Initial groundwork for shimming JavaScript into widgets was added in 3.9 via the widget-added and widget-updated events. A more recent proposal for making JavaScript more of a first class citizen in widgets can be found in #33507 and the media widgets incorporate some of its patterns that were also prototyped in the JS Widgets plugin. The synchronization of a widget’s state (instance properties) via hidden text fields can be eliminated once a widget’s state can be fully represented in a JavaScript model.

The Text widget is implemented as a Backbone.js view which is available at wp.textWidgets.TextWidgetControl. Instances of this view are then stored in the wp.textWidgets.widgetControls object. The widget’s control JS will only instantiate for a given widget once it is first expanded, when the widget-added event fires. What’s more is that the widget will only first initialize once the container is fully expanded since TinyMCE is not able to initialize properly inside of a container that is animating. In order to capture when TinyMCE inside the Text widget is initialized, you should use a TinyMCE event like tinymce-editor-setup.

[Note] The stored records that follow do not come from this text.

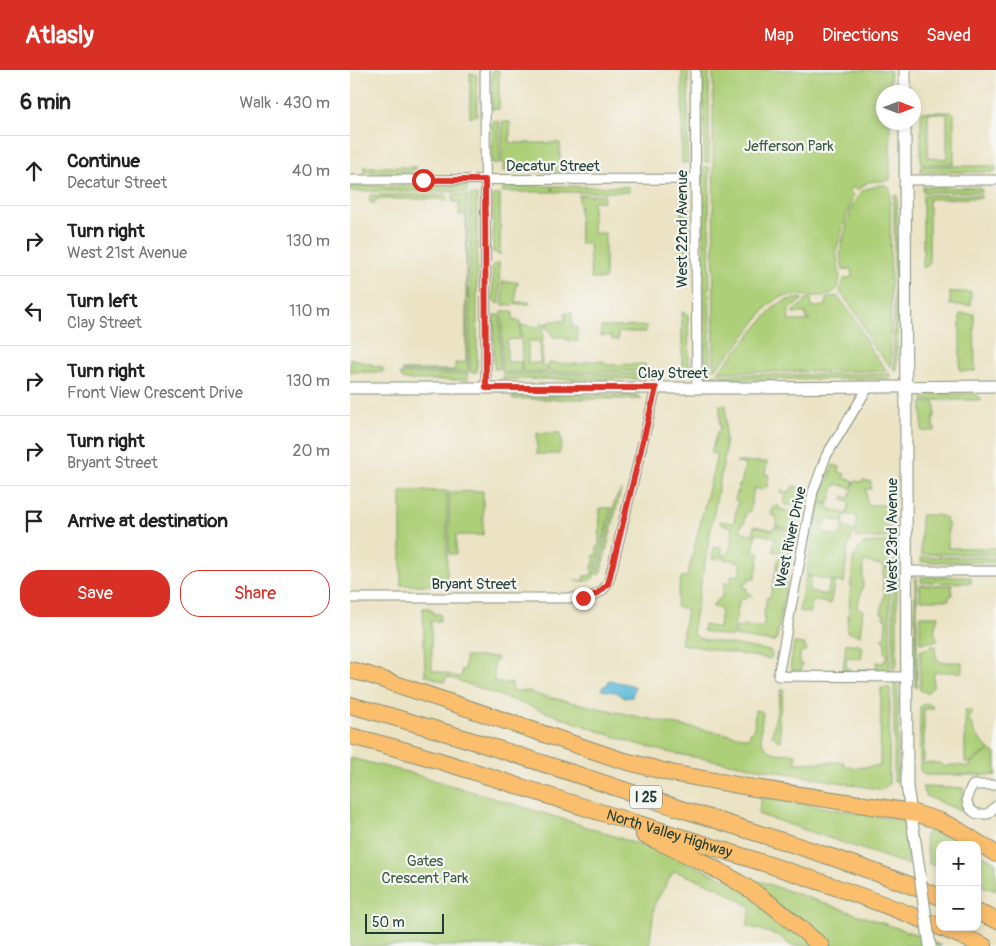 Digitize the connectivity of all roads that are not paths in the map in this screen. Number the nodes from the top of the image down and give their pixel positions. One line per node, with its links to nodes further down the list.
1 (485, 70): 8 (street)
2 (695, 70): 6 (street, West 22nd Avenue)
3 (905, 70): 4 (street)
4 (905, 85)
5 (905, 130): 9 (street, West 23rd Avenue)
6 (696, 179): 8 (street, Decatur Street); 17 (street, West 22nd Avenue)
7 (350, 180): 8 (street, Decatur Street)
8 (485, 180): 15 (street)
9 (905, 180): 10 (street); 12 (street, West 23rd Avenue)
10 (996, 180)
11 (869, 386): 12 (street, Clay Street); 17 (street, Clay Street); 22 (street, West River Drive)
12 (906, 386): 13 (street, Clay Street); 18 (street, West 23rd Avenue)
13 (996, 386)
14 (350, 388): 15 (street, Clay Street)
15 (486, 388): 16 (street, Clay Street)
16 (656, 388): 17 (street, Clay Street); 20 (street, Bryant Street)
17 (696, 388)
18 (907, 571): 19 (street); 22 (street, West 23rd Avenue)
19 (996, 571)
20 (350, 598)
21 (350, 670): 28 (highway)
22 (907, 677): 28 (street, West 23rd Avenue)
23 (350, 705): 30 (highway, North Valley Highway / I 25)
24 (350, 736): 26 (highway, North Valley Highway / I 25)
25 (996, 785): 27 (street)
26 (576, 805): 33 (highway); 35 (highway, North Valley Highway / I 25)
27 (996, 806)
28 (911, 812): 29 (highway); 34 (street, West 23rd Avenue, bridge)
29 (996, 854)
30 (936, 895)
31 (981, 914): 32 (highway)
32 (996, 920)
33 (821, 946)
34 (930, 946)
35 (984, 946)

Note also that due the Document Object Model, when a widget is moved to a new location in a sidebar and this the TinyMCE iframe is moved in the DOM, this dynamically-created iframe is reloaded and thus emptied out. For this reason, every time a Text widget is moved to a new location the TinyMCE editor in the widget will be removed and then re-initialized. Keep this in mind when extending.

Keep also in mind that the Text widget will likely undergo many more changes with the incorporation of the Gutenberg editor, and that widgets themselves will likely see many changes to align with Gutenberg’s editor blocks which are now being prototyped.